(Data entries)
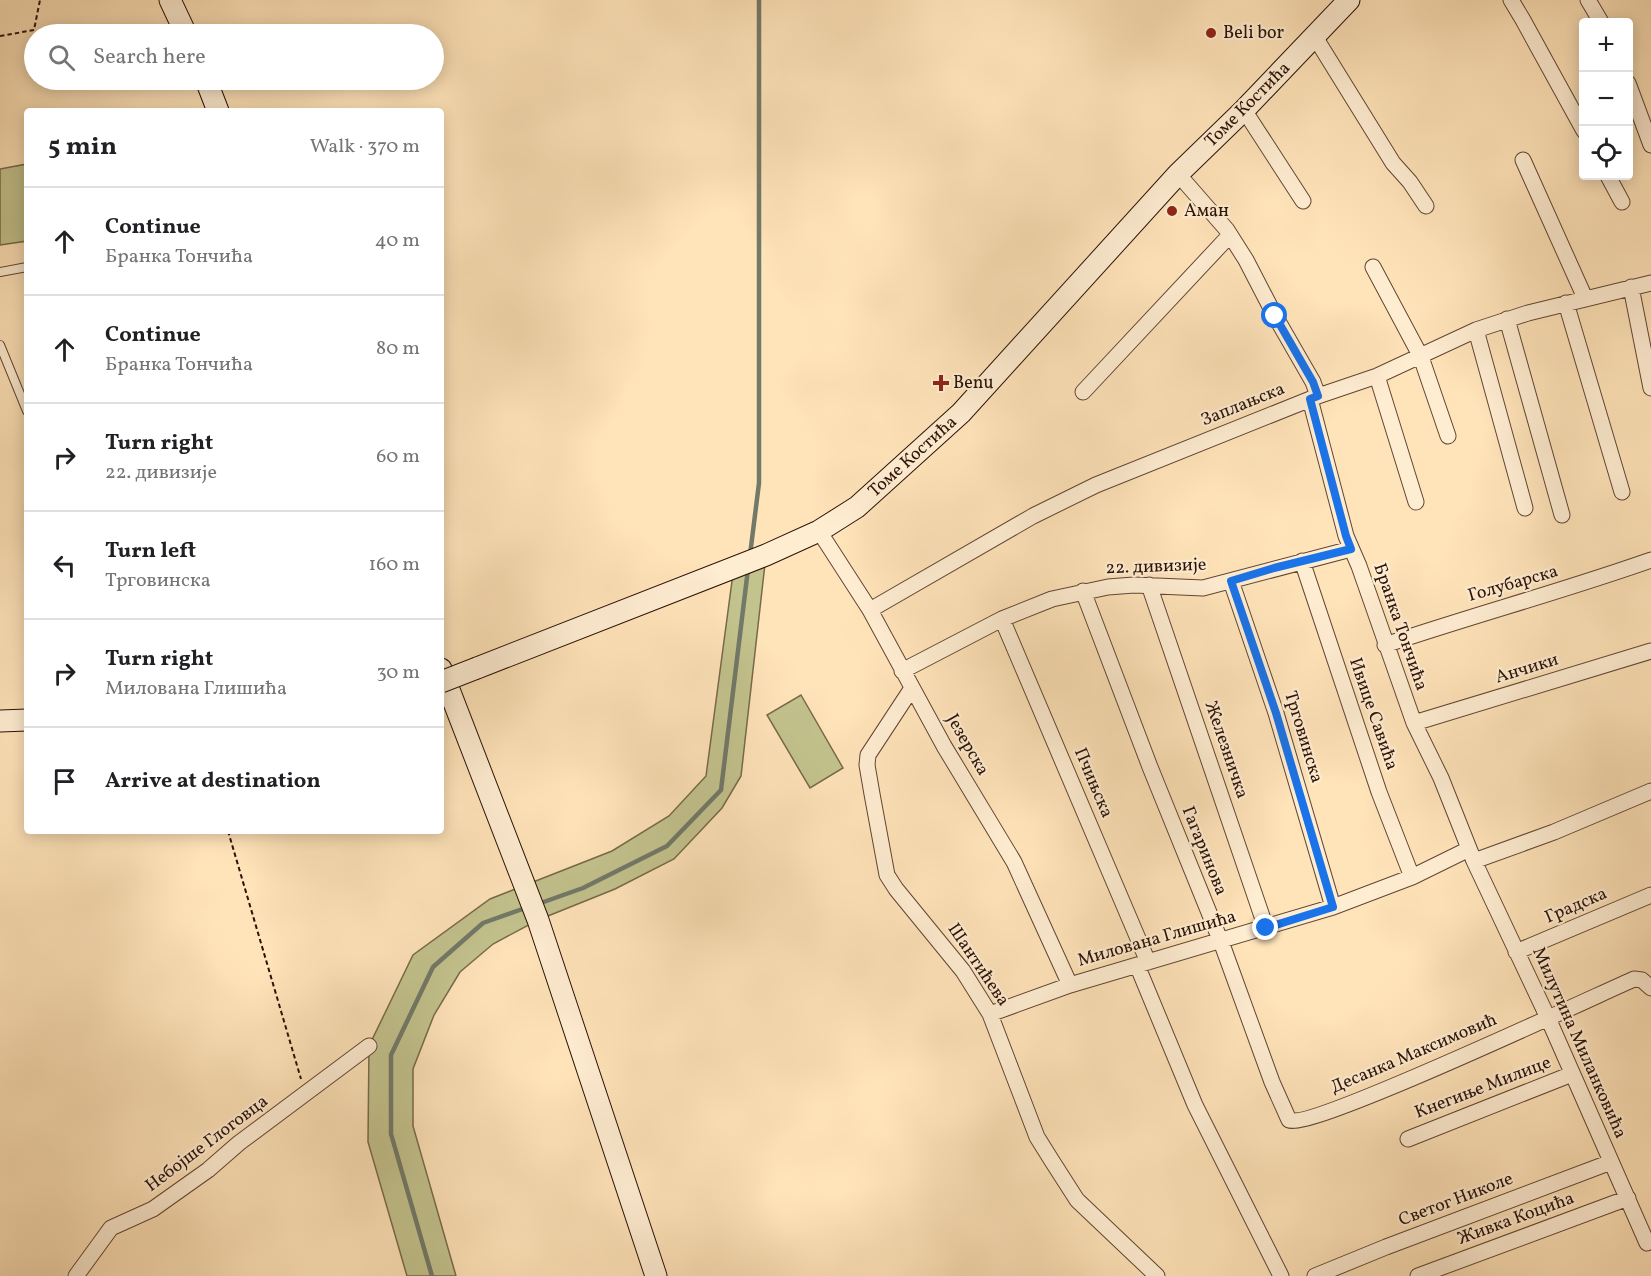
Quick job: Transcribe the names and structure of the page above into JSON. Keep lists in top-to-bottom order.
{
  "streets": {
    "street": [
      "Томе Костића",
      "Заплањска",
      "22. дивизије",
      "Голубарска",
      "Бранка Тончића",
      "Анчики",
      "Ивице Савића",
      "Трговинска",
      "Језерска",
      "Железничка",
      "Пчињска",
      "Гагаринова",
      "Градска",
      "Милована Глишића",
      "Шантићева",
      "Милутина Миланковића",
      "Десанка Максимовић",
      "Кнегиње Милице",
      "Небојше Глоговца",
      "Светог Николе",
      "Живка Коцића"
    ]
  },
  "crossings": [
    ["Томе Костића", "Бранка Тончића"],
    ["Томе Костића", "Језерска"],
    ["Заплањска", "Бранка Тончића"],
    ["Заплањска", "Језерска"],
    ["22. дивизије", "Бранка Тончића"],
    ["22. дивизије", "Ивице Савића"],
    ["22. дивизије", "Трговинска"],
    ["22. дивизије", "Језерска"],
    ["22. дивизије", "Железничка"],
    ["22. дивизије", "Пчињска"],
    ["22. дивизије", "Гагаринова"],
    ["Голубарска", "Бранка Тончића"],
    ["Бранка Тончића", "Анчики"],
    ["Бранка Тончића", "Милована Глишића"],
    ["Бранка Тончића", "Милутина Миланковића"],
    ["Ивице Савића", "Милована Глишића"],
    ["Трговинска", "Милована Глишића"],
    ["Језерска", "Милована Глишића"],
    ["Језерска", "Шантићева"],
    ["Железничка", "Милована Глишића"],
    ["Пчињска", "Милована Глишића"],
    ["Гагаринова", "Милована Глишића"],
    ["Гагаринова", "Десанка Максимовић"],
    ["Градска", "Милутина Миланковића"],
    ["Милована Глишића", "Шантићева"],
    ["Милована Глишића", "Милутина Миланковића"],
    ["Милутина Миланковића", "Десанка Максимовић"],
    ["Милутина Миланковића", "Кнегиње Милице"],
    ["Милутина Миланковића", "Светог Николе"],
    ["Милутина Миланковића", "Живка Коцића"]
  ],
  "places": {
    "other": ["Beli bor", "Аман"],
    "health": ["Benu"]
  },
  "page": {
    "map_buttons": ["+", "−"],
    "search": "Search here",
    "heading": ["5 min", "Walk · 370 m"],
    "list": [
      ["Continue", "Бранка Тончића", "40 m"],
      ["Continue", "Бранка Тончића", "80 m"],
      ["Turn right", "22. дивизије", "60 m"],
      ["Turn left", "Трговинска", "160 m"],
      ["Turn right", "Милована Глишића", "30 m"],
      "Arrive at destination"
    ]
  }
}
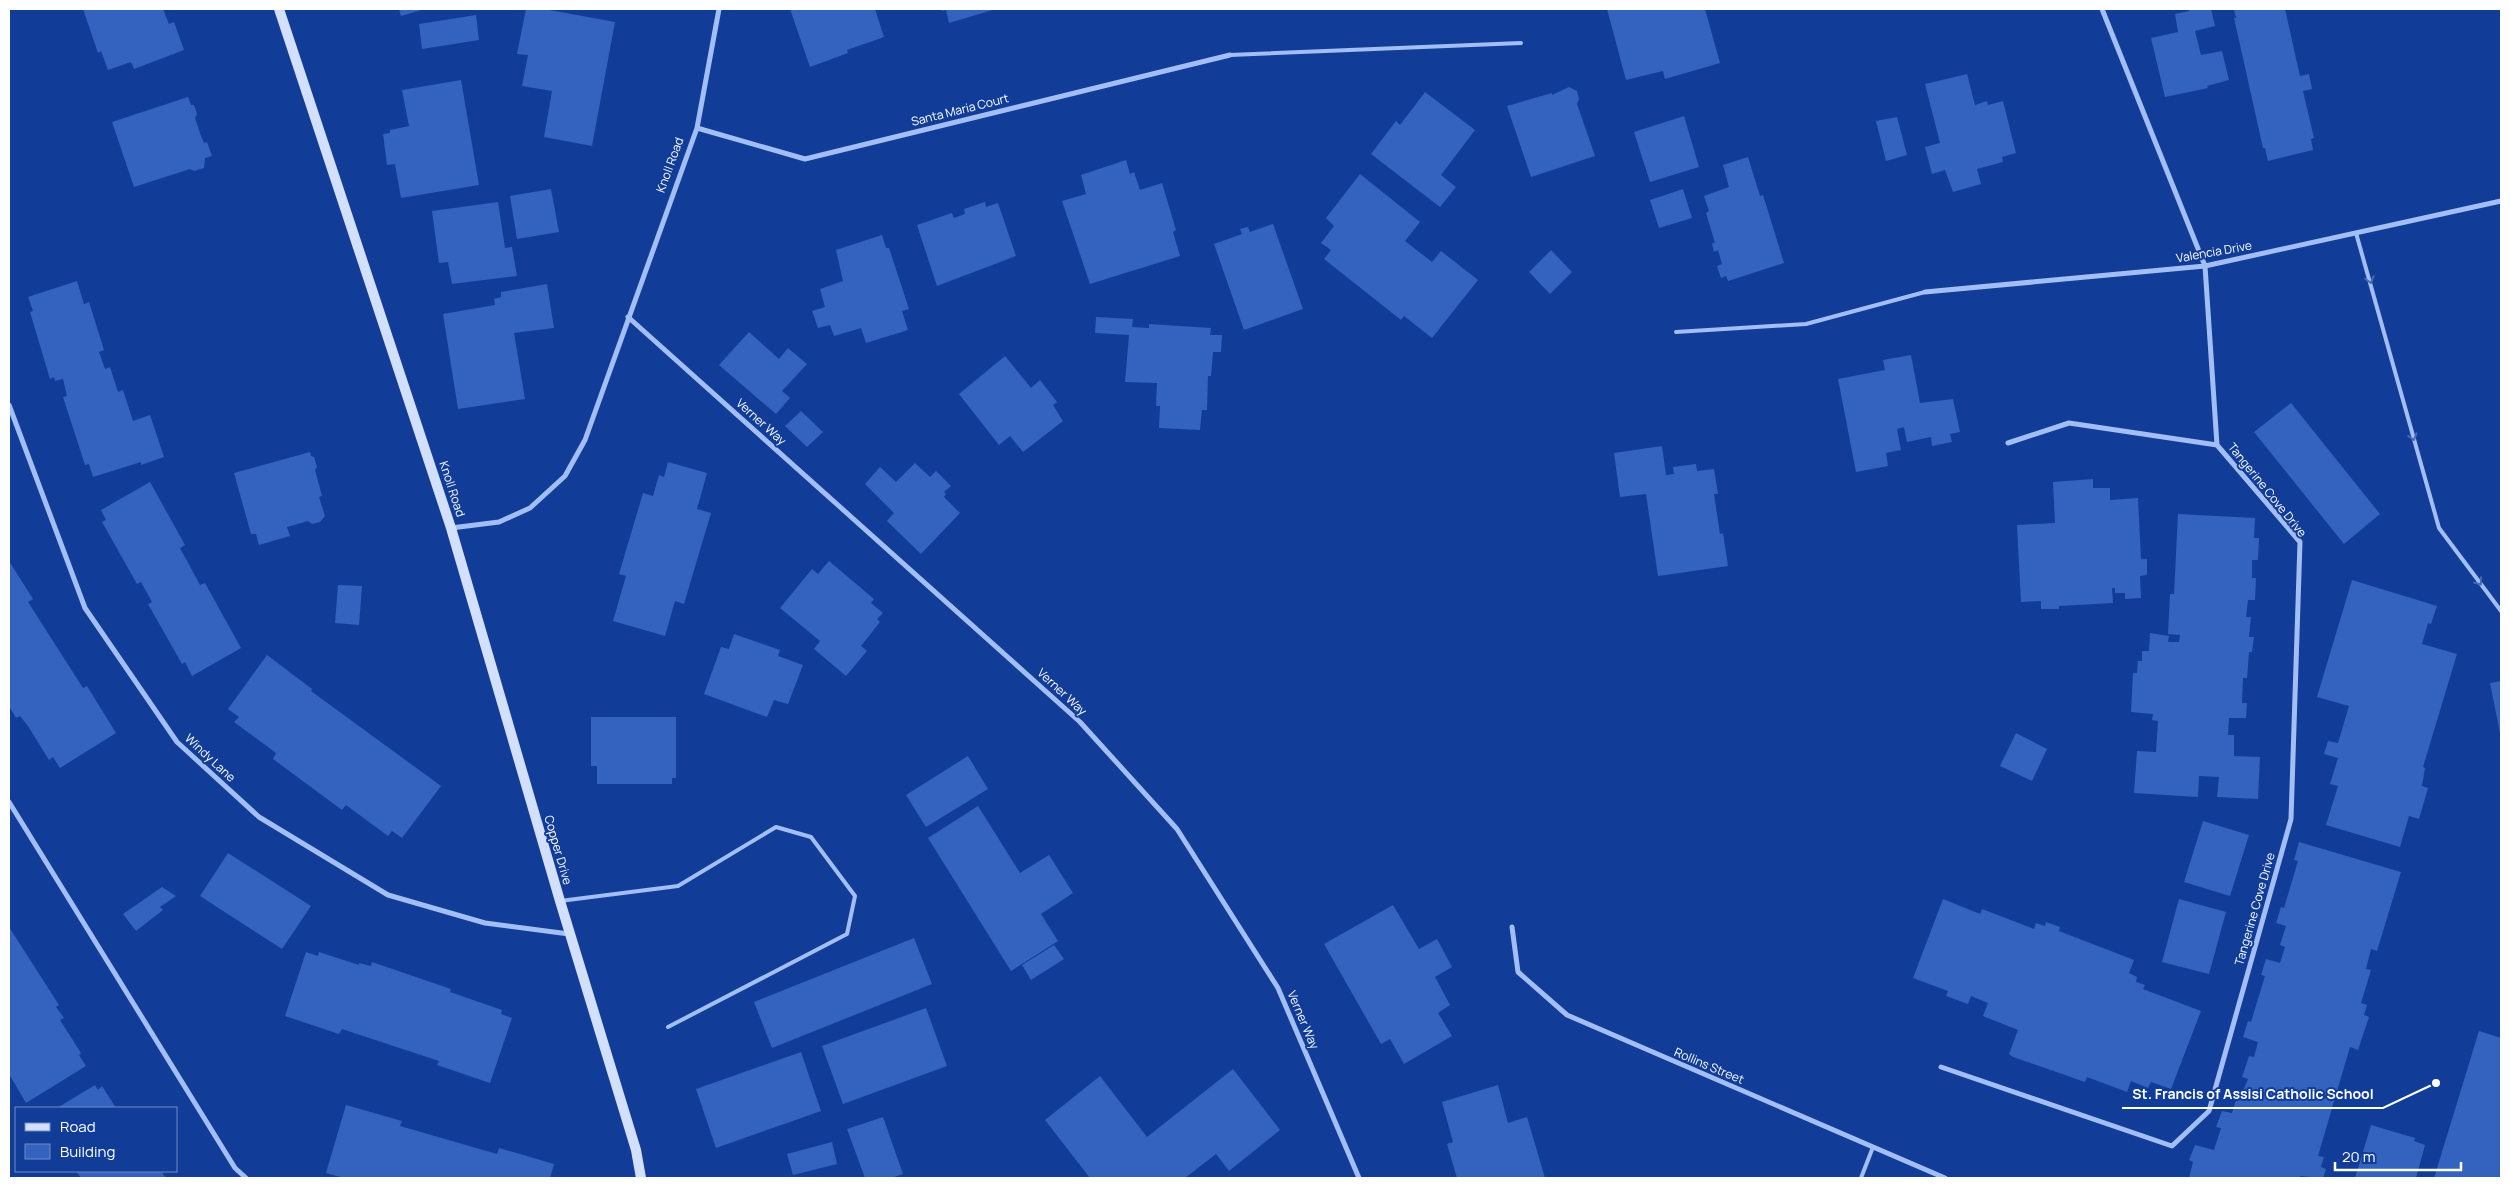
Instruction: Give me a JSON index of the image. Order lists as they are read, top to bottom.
{
  "streets": {
    "street": [
      "Santa Maria Court",
      "Knoll Road",
      "Valencia Drive",
      "Verner Way",
      "Tangerine Cove Drive",
      "Windy Lane",
      "Copper Drive",
      "Rollins Street"
    ]
  },
  "crossings": [
    ["Santa Maria Court", "Knoll Road"],
    ["Knoll Road", "Verner Way"],
    ["Knoll Road", "Copper Drive"],
    ["Valencia Drive", "Tangerine Cove Drive"],
    ["Windy Lane", "Copper Drive"]
  ],
  "places": ["St. Francis of Assisi Catholic School"],
  "legend": ["Road", "Building"],
  "scale_bar": "20 m"
}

ABOUT THIS EXERCISE
Pull every line with the word "Tangerine" from the data.

YOUR SOLUTION
      "Tangerine Cove Drive",
    ["Valencia Drive", "Tangerine Cove Drive"],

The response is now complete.